# Available data
__________

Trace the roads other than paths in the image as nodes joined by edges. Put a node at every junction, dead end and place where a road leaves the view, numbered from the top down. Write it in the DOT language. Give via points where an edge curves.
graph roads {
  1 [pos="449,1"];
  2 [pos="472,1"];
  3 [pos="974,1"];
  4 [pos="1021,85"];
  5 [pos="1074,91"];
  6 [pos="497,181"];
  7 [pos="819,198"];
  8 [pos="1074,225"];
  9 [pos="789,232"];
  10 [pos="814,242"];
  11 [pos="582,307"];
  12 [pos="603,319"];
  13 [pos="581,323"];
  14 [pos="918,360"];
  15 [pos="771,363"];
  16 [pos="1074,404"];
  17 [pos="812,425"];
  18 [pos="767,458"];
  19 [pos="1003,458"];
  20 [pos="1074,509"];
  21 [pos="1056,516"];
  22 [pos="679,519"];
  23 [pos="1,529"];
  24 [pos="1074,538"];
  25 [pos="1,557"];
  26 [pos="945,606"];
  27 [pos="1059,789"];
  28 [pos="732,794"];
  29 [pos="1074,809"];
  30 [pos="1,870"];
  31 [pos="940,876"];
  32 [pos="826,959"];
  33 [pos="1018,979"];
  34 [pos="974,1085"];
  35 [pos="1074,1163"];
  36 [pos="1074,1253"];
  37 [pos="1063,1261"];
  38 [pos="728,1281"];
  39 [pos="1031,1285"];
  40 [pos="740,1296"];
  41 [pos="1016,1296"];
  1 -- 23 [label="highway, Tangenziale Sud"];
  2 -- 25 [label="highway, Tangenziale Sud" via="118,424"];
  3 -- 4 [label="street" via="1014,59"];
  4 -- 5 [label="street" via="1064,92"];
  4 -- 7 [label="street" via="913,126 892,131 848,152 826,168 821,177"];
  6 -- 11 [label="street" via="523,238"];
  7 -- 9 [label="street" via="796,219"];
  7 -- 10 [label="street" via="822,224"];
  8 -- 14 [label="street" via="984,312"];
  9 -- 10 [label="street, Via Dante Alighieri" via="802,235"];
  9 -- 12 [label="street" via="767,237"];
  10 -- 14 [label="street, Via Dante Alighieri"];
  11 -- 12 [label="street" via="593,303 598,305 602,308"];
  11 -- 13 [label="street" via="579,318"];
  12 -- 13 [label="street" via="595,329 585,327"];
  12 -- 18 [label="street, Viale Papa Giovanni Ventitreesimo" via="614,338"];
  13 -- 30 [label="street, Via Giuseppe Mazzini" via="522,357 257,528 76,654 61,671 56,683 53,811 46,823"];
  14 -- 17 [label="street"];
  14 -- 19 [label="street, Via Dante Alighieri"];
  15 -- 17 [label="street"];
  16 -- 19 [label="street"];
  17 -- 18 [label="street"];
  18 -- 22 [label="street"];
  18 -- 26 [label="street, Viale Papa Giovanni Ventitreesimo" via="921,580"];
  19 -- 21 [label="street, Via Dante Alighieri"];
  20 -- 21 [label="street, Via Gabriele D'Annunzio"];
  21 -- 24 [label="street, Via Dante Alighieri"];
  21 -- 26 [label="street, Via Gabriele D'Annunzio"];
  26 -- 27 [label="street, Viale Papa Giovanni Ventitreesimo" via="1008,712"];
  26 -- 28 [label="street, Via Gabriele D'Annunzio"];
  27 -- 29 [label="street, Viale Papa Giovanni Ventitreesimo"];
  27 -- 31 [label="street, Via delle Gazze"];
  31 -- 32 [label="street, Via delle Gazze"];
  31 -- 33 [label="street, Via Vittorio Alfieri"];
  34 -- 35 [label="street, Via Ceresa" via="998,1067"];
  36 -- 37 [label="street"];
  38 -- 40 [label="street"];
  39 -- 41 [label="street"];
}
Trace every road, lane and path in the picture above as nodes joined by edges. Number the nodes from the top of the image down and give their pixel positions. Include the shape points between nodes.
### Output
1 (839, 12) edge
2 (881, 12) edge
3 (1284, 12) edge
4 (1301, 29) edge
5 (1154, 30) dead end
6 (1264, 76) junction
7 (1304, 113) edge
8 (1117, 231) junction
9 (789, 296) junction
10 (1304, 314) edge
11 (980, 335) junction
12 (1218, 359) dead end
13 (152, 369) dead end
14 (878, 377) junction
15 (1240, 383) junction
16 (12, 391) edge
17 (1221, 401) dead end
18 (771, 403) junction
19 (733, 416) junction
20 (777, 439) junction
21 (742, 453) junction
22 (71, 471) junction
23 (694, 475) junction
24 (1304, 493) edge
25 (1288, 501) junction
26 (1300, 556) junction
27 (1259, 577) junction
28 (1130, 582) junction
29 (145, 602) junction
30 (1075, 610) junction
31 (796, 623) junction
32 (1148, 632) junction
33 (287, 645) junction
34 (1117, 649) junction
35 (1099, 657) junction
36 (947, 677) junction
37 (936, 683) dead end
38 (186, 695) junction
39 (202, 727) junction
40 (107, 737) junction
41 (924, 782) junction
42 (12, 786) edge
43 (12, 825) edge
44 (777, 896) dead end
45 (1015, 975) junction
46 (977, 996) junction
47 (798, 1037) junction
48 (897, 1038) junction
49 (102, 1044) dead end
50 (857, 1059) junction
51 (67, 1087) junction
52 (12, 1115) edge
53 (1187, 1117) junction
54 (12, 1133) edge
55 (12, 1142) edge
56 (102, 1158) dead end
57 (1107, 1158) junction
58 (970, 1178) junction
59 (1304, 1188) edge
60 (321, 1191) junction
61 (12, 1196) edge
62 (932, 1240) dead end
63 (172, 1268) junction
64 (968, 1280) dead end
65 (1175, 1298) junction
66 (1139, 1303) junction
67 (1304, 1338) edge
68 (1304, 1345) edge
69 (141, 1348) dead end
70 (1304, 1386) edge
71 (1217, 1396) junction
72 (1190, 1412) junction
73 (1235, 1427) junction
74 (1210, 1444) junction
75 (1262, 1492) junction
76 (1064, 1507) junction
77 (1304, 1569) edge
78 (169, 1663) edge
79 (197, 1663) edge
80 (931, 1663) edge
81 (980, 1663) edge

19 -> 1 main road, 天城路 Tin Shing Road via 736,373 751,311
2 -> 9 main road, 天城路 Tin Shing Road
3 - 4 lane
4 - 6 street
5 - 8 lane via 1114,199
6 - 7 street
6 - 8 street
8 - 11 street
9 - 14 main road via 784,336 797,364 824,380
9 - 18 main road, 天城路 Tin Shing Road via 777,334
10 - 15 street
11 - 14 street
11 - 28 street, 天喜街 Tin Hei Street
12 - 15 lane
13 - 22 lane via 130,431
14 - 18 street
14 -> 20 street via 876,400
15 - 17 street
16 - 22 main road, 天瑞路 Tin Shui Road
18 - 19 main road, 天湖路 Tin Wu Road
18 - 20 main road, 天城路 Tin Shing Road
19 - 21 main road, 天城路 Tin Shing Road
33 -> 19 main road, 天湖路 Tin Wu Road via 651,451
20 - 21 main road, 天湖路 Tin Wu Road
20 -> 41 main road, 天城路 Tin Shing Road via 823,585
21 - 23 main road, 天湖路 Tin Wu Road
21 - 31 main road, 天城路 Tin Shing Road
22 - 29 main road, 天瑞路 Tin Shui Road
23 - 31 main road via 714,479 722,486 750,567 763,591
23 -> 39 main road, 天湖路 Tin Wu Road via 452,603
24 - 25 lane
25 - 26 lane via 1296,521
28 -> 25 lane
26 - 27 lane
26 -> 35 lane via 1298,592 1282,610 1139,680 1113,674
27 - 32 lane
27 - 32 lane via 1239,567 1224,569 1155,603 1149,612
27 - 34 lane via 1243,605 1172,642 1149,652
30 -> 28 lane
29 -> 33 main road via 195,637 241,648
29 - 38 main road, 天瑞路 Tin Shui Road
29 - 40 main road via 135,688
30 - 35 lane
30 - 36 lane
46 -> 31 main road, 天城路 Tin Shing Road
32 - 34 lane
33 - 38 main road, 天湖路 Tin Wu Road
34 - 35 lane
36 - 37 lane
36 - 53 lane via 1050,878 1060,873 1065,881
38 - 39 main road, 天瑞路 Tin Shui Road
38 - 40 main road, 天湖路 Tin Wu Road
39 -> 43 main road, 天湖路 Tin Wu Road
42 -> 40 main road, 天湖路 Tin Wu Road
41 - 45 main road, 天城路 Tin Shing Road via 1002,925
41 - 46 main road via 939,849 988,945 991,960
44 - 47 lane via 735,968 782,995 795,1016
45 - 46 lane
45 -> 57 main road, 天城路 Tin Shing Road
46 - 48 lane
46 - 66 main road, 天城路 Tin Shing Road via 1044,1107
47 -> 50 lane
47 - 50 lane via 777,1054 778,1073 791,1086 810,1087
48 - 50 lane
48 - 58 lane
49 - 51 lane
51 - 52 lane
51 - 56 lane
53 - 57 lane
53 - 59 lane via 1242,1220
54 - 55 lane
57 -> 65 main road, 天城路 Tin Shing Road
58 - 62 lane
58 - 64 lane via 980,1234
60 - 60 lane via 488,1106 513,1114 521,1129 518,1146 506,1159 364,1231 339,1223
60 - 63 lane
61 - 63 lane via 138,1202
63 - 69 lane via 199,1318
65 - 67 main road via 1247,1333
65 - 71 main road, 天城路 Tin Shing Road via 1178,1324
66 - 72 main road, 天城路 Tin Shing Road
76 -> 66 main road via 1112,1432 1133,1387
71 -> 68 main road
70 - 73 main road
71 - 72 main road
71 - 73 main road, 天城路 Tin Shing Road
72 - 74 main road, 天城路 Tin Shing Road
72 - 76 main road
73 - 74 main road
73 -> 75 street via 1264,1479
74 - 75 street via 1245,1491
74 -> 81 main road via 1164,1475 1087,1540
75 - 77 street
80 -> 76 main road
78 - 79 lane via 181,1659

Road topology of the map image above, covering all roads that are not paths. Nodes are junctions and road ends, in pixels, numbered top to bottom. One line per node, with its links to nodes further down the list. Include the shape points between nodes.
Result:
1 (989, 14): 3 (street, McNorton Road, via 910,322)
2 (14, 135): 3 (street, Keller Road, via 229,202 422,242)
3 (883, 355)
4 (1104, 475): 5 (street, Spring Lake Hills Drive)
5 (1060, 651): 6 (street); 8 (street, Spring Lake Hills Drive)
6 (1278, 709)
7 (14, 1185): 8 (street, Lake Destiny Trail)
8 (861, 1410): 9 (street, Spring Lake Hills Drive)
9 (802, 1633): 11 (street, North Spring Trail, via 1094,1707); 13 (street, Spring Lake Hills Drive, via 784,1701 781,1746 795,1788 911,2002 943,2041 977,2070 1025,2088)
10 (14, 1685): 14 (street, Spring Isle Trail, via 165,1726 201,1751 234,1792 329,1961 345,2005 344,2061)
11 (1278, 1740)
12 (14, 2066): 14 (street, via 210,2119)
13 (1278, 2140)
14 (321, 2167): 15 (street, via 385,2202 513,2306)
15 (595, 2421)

__________

# Work task
The answer must be a single number: the count of lines in the records above that contain the word "Ventitreesimo".

# Task output
4